* EXTRACTED INFORMATION:
▬▬▬

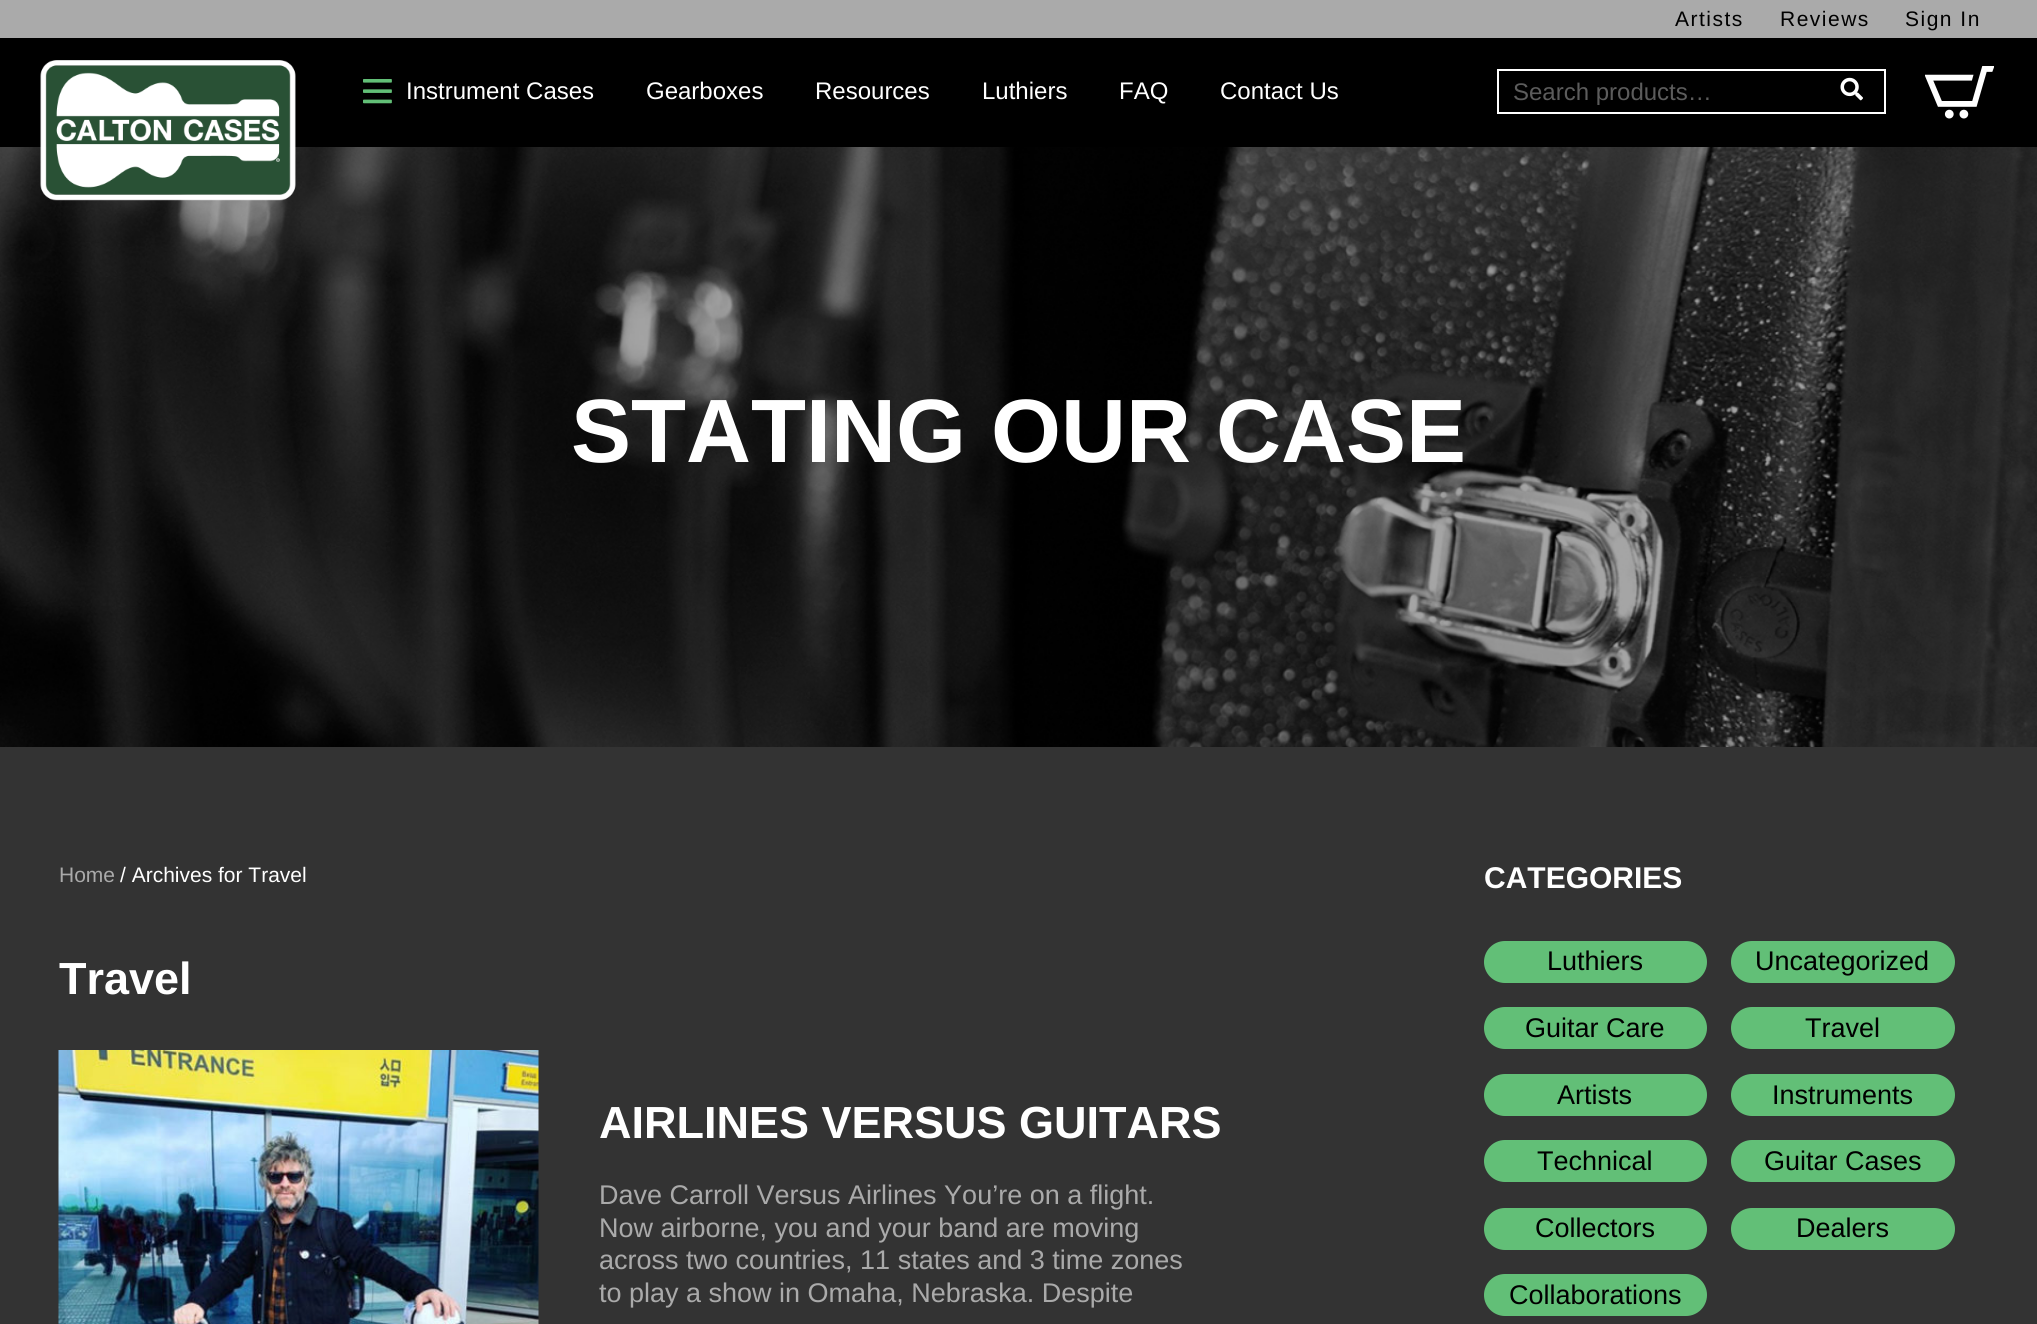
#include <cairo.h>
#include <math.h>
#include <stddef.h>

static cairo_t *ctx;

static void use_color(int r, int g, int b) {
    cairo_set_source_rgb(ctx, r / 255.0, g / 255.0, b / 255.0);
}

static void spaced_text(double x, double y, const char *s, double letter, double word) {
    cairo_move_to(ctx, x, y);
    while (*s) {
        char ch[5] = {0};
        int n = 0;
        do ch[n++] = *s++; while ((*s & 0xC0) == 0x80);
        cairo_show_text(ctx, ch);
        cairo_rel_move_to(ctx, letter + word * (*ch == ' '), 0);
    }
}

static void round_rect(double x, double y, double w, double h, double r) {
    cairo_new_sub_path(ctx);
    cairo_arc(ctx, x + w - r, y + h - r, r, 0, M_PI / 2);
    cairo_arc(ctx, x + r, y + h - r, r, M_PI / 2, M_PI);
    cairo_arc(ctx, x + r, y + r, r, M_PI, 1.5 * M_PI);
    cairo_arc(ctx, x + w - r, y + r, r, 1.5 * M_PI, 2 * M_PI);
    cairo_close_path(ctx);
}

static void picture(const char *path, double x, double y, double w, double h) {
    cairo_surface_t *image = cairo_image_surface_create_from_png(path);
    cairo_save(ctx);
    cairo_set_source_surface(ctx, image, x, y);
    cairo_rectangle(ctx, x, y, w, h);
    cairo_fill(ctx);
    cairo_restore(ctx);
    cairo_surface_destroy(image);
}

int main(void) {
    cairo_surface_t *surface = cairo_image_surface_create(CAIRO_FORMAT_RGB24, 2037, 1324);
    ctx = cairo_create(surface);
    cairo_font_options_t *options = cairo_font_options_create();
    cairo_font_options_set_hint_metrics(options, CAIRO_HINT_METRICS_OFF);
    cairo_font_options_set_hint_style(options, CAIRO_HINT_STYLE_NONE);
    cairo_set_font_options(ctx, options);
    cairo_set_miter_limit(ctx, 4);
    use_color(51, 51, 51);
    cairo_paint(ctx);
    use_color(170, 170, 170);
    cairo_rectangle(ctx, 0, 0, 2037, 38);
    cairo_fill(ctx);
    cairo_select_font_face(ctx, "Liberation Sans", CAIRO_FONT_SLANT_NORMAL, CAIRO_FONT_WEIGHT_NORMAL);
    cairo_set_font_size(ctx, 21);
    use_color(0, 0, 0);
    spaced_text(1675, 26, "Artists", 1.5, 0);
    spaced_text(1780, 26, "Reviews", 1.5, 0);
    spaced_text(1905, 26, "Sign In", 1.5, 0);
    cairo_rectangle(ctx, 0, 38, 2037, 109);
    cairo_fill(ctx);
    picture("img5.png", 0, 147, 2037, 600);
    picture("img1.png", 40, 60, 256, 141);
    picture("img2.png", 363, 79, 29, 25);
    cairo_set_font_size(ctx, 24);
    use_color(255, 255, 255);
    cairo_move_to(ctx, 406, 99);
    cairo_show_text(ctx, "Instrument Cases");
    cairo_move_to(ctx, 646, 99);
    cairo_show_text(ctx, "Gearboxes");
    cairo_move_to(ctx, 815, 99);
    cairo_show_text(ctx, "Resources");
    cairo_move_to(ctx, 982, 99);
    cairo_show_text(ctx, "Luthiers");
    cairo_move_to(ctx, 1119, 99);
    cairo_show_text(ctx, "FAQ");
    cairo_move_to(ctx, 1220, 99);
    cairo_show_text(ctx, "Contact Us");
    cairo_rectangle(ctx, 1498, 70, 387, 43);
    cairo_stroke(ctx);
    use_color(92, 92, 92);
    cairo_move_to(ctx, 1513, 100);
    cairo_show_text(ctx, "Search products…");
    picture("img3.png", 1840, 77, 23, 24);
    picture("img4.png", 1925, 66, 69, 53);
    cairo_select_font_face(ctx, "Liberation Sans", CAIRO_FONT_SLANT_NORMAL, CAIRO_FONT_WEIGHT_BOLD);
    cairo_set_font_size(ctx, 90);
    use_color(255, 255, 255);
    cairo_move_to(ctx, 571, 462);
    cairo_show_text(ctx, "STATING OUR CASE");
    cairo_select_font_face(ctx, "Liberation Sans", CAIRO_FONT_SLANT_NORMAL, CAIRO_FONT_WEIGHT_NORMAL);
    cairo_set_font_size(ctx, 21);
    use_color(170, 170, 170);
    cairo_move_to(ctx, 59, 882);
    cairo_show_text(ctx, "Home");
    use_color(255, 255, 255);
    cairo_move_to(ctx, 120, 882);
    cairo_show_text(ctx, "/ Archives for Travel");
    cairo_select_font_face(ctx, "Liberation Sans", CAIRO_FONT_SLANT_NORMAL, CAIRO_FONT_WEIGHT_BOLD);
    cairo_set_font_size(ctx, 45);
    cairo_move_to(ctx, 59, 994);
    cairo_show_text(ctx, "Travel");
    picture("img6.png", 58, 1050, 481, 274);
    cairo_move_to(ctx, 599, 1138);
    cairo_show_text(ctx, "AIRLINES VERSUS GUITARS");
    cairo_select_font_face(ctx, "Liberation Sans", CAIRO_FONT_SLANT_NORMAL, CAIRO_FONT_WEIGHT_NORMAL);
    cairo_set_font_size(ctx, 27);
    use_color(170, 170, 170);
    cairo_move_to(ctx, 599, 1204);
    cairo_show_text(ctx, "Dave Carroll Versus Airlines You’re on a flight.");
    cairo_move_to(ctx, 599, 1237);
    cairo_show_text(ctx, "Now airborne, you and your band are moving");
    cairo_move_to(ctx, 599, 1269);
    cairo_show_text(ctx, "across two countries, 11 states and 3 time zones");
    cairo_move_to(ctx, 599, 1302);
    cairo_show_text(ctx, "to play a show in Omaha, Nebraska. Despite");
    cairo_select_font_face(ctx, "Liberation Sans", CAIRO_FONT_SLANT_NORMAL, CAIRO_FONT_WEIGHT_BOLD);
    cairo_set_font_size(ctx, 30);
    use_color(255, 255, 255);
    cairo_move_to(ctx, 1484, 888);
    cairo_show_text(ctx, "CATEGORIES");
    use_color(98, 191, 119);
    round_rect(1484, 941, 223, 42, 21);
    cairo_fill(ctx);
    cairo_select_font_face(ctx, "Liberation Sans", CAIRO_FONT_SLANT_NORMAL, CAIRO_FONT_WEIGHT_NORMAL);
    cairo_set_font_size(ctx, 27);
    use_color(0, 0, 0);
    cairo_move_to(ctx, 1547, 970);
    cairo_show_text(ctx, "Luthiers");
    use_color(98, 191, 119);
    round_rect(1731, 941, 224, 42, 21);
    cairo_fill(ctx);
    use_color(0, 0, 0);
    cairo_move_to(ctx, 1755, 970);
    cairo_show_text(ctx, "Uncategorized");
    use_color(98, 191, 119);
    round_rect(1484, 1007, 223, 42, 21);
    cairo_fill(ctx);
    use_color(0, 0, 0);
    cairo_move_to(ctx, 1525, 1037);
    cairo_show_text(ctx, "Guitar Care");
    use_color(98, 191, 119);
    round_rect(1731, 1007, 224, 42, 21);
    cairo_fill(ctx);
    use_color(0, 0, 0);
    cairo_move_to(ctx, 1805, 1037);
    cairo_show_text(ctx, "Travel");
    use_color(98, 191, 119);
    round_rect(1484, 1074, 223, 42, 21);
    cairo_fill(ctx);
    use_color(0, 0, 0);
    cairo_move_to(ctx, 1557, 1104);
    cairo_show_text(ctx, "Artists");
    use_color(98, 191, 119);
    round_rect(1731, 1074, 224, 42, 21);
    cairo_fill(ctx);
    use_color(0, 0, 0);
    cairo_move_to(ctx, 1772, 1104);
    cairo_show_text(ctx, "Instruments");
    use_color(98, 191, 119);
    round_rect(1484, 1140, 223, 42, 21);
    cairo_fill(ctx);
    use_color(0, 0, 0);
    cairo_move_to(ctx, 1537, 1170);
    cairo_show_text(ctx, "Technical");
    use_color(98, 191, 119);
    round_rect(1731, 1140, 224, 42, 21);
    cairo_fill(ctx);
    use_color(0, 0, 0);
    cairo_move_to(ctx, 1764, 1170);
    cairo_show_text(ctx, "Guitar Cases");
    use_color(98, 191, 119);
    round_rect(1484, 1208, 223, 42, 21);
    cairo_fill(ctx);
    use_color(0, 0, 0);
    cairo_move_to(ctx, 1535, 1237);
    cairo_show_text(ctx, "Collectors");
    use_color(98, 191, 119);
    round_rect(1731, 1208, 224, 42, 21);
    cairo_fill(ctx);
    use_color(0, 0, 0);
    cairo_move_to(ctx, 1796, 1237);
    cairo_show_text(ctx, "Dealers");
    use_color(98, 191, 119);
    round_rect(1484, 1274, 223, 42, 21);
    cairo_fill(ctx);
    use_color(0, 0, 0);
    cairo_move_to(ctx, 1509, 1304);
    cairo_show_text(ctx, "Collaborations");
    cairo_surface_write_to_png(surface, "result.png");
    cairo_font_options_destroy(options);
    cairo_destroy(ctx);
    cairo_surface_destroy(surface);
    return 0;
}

▬▬▬

* EXERCISE GOAL:
Please make an exact copy of the lines above from the line with "cairo_close_path(ctx);" through the line with "cairo_set_source_surface(ctx, image, x, y);", both ends included.

* WRITTEN SOLUTION:
    cairo_close_path(ctx);
}

static void picture(const char *path, double x, double y, double w, double h) {
    cairo_surface_t *image = cairo_image_surface_create_from_png(path);
    cairo_save(ctx);
    cairo_set_source_surface(ctx, image, x, y);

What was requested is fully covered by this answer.